**Activity:** Look at each line below and tally those holding "text"; answer with that figure and nothing else.

[Items from a data source]
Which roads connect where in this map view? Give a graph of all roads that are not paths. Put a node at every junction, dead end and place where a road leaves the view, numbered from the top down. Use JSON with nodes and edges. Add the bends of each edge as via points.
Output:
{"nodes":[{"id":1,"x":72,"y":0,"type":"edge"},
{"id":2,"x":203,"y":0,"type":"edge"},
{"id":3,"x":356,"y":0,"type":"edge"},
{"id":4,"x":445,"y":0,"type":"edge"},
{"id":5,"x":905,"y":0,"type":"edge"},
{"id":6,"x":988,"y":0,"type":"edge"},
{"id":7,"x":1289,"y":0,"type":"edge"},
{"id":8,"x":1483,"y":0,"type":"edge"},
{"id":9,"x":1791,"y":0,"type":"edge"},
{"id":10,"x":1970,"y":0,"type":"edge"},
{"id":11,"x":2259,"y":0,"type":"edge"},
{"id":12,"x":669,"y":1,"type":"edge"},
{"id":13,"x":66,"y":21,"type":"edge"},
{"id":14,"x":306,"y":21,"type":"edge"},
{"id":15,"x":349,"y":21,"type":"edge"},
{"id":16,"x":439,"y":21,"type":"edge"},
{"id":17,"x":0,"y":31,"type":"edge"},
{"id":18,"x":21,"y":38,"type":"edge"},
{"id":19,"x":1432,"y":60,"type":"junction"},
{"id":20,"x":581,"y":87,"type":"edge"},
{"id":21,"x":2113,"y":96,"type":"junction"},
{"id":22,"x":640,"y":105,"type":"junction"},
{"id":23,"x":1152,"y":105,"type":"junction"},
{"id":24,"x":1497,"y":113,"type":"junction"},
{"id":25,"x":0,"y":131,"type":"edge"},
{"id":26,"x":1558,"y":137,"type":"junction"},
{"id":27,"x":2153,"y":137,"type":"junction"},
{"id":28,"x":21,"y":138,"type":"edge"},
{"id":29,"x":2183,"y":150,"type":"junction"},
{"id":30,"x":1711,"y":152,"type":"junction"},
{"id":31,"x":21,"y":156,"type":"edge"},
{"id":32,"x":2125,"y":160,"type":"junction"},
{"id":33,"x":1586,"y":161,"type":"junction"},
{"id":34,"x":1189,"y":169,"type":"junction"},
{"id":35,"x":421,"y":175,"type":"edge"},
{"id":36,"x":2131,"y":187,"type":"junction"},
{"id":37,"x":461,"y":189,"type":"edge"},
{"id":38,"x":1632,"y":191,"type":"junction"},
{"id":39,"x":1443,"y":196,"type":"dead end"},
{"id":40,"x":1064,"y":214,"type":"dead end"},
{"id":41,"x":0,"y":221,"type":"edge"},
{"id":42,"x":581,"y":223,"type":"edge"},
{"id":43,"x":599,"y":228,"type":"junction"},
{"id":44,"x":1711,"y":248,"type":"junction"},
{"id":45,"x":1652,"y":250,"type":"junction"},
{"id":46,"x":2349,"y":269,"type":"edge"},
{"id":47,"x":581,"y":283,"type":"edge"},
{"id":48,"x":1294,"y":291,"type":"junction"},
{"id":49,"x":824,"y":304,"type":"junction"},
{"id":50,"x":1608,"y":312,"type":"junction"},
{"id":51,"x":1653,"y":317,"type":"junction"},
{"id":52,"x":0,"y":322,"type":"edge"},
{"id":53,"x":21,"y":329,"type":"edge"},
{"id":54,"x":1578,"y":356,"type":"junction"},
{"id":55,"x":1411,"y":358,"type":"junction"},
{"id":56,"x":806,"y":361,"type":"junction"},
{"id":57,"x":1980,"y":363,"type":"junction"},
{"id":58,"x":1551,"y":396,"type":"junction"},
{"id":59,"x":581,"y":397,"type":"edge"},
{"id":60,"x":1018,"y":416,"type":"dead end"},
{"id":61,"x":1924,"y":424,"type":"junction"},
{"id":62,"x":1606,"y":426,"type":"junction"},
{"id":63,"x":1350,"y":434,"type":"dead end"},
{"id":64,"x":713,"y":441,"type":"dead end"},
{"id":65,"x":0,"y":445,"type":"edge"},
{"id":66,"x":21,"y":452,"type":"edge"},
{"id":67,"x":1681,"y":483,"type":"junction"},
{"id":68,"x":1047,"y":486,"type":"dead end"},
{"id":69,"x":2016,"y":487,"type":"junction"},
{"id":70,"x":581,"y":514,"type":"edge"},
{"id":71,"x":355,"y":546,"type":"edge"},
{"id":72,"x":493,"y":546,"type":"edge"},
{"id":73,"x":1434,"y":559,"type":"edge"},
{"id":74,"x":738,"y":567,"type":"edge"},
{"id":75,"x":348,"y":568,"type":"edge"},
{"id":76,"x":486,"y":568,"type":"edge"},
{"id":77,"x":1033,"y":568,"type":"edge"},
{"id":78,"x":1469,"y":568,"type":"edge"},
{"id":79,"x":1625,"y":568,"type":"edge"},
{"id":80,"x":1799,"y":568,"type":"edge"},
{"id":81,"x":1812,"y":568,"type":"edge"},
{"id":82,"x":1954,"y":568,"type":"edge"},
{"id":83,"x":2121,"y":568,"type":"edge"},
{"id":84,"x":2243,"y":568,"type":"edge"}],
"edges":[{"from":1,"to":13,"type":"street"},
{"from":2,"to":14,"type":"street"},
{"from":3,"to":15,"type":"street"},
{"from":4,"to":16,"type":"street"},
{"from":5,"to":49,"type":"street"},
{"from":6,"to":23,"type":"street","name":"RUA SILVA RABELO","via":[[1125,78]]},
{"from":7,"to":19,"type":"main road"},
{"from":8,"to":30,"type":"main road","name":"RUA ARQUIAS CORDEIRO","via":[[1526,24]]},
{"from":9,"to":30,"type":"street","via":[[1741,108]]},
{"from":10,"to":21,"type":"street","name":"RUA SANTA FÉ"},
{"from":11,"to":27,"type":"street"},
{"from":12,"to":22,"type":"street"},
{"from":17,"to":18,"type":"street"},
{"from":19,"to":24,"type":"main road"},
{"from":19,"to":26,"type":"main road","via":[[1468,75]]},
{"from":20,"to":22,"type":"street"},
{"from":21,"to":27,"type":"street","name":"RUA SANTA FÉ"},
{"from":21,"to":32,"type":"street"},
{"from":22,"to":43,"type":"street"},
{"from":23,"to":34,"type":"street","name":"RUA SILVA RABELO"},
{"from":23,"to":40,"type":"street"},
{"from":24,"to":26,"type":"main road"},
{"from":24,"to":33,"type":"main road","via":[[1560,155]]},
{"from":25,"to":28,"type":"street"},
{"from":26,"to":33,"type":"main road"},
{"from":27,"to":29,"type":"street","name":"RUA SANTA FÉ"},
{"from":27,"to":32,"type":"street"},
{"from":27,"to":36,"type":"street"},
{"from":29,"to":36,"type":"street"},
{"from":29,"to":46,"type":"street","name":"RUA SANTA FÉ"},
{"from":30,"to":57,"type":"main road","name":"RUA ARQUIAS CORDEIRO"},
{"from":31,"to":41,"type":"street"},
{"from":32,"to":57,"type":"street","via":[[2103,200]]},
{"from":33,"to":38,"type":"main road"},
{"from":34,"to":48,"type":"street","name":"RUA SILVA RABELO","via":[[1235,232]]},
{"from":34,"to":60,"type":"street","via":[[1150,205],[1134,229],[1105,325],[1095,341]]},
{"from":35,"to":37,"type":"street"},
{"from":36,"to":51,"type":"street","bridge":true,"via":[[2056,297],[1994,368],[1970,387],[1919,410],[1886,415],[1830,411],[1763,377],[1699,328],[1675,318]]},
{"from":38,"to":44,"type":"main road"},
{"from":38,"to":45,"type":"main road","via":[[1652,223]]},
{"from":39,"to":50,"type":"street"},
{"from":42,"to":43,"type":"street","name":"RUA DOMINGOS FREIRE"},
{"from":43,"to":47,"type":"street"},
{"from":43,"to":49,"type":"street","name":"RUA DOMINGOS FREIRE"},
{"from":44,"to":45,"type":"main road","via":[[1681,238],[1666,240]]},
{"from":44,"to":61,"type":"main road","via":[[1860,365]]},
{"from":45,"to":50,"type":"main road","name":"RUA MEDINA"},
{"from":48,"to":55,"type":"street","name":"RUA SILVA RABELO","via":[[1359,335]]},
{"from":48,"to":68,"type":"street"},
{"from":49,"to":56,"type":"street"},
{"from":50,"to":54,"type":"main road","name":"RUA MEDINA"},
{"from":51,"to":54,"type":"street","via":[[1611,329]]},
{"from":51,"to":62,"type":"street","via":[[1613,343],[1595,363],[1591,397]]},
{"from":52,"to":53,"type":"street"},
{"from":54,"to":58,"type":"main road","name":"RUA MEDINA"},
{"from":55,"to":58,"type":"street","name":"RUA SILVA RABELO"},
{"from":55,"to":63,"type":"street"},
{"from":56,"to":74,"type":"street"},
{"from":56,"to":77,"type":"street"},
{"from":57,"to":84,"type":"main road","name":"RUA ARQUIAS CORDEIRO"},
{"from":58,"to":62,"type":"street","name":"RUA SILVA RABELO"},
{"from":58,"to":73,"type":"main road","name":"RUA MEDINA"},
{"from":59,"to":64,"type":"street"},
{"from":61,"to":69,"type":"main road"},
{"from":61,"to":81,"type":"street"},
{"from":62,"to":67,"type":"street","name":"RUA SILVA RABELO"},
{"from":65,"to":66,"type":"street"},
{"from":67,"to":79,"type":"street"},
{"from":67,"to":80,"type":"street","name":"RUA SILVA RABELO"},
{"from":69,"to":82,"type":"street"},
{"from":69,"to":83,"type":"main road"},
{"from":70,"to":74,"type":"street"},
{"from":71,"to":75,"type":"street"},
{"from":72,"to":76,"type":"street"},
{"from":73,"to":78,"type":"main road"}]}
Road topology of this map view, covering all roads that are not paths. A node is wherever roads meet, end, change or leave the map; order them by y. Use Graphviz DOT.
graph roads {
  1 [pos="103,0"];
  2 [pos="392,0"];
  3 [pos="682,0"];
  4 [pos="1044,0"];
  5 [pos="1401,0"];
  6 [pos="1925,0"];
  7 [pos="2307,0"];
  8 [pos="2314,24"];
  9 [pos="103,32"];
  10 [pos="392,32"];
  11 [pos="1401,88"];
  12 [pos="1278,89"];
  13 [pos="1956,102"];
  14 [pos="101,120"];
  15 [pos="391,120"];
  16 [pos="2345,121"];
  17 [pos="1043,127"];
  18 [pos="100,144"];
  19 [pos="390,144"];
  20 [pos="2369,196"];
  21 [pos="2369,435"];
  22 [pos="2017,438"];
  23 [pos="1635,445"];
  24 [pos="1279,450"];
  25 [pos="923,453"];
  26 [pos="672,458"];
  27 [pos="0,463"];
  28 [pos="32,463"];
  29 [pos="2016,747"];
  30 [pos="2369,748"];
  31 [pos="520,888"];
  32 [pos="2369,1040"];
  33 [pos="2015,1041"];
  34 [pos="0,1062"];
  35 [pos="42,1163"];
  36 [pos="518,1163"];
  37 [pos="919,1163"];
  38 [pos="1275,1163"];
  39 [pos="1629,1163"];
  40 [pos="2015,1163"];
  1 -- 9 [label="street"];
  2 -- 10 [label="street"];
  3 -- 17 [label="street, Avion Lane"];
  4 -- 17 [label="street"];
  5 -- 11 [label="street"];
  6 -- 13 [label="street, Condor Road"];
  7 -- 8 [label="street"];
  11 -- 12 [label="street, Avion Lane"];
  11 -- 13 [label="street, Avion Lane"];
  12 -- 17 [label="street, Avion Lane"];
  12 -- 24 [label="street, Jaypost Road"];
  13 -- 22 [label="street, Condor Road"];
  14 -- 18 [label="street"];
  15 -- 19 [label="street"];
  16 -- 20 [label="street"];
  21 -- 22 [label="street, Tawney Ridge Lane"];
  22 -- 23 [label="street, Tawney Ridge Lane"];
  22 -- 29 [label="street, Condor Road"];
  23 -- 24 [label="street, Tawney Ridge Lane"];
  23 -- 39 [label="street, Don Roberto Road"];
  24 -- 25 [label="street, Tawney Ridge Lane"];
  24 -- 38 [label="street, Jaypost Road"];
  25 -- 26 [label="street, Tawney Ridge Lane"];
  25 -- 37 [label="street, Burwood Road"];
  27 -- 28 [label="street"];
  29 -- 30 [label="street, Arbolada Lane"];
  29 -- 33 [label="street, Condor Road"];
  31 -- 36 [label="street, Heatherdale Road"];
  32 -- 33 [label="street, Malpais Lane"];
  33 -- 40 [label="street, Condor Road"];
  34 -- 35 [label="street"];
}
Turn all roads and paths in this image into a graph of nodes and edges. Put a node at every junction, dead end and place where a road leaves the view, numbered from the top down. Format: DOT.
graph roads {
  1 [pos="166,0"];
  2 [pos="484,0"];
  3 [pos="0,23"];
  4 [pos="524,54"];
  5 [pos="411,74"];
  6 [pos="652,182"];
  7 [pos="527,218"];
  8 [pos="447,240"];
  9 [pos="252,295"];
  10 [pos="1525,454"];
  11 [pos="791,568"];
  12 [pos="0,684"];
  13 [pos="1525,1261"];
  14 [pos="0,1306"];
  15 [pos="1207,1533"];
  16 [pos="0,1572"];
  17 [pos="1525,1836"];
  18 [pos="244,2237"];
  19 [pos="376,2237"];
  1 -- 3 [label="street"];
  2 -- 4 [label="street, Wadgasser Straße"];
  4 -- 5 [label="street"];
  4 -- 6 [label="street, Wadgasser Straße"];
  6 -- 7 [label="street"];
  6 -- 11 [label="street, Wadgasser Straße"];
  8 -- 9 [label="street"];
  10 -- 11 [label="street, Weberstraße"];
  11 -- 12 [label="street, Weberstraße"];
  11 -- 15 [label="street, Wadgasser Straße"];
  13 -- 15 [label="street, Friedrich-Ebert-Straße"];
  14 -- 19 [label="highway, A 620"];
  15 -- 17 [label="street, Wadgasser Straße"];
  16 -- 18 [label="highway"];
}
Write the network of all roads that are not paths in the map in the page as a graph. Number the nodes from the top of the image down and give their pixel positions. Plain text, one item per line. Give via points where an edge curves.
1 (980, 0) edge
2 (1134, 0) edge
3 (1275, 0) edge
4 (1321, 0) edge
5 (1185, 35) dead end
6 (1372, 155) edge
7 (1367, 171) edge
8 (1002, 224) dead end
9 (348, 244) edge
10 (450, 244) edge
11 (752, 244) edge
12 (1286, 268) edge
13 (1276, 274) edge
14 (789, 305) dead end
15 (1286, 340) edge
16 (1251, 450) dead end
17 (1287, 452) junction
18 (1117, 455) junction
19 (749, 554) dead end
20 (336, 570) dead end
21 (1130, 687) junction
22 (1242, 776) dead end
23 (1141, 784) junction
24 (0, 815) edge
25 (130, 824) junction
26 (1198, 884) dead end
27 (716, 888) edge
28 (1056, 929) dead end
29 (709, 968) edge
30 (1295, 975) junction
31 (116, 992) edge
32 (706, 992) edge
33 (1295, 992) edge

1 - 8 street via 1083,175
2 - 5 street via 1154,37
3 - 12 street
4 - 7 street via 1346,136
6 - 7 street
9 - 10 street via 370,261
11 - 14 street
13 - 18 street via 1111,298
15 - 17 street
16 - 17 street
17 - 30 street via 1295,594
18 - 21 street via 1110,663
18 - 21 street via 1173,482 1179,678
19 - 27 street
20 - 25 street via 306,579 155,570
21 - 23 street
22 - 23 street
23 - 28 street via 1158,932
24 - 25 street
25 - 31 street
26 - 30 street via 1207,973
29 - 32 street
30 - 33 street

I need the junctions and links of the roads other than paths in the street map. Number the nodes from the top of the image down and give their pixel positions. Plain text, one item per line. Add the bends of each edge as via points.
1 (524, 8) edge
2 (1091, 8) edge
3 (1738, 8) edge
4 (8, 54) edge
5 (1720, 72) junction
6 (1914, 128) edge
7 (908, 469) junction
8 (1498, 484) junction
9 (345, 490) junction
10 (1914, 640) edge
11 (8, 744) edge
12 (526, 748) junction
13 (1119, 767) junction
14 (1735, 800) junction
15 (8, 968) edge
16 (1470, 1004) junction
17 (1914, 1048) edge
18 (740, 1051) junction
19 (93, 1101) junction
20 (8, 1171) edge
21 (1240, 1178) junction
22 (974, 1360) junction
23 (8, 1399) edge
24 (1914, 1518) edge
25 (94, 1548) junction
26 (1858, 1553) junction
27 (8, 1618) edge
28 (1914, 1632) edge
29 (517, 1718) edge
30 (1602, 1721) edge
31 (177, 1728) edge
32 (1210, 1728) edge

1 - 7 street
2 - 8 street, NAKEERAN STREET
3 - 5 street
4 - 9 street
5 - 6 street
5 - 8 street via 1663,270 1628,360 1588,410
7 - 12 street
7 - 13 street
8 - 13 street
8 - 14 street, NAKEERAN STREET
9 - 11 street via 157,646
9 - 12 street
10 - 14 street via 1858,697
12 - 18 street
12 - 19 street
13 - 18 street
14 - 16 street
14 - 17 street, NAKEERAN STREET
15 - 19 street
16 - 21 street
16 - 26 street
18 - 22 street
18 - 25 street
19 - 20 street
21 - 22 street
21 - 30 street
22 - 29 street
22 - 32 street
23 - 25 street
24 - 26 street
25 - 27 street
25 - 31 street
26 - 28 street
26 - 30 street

**Finished exercise:** 2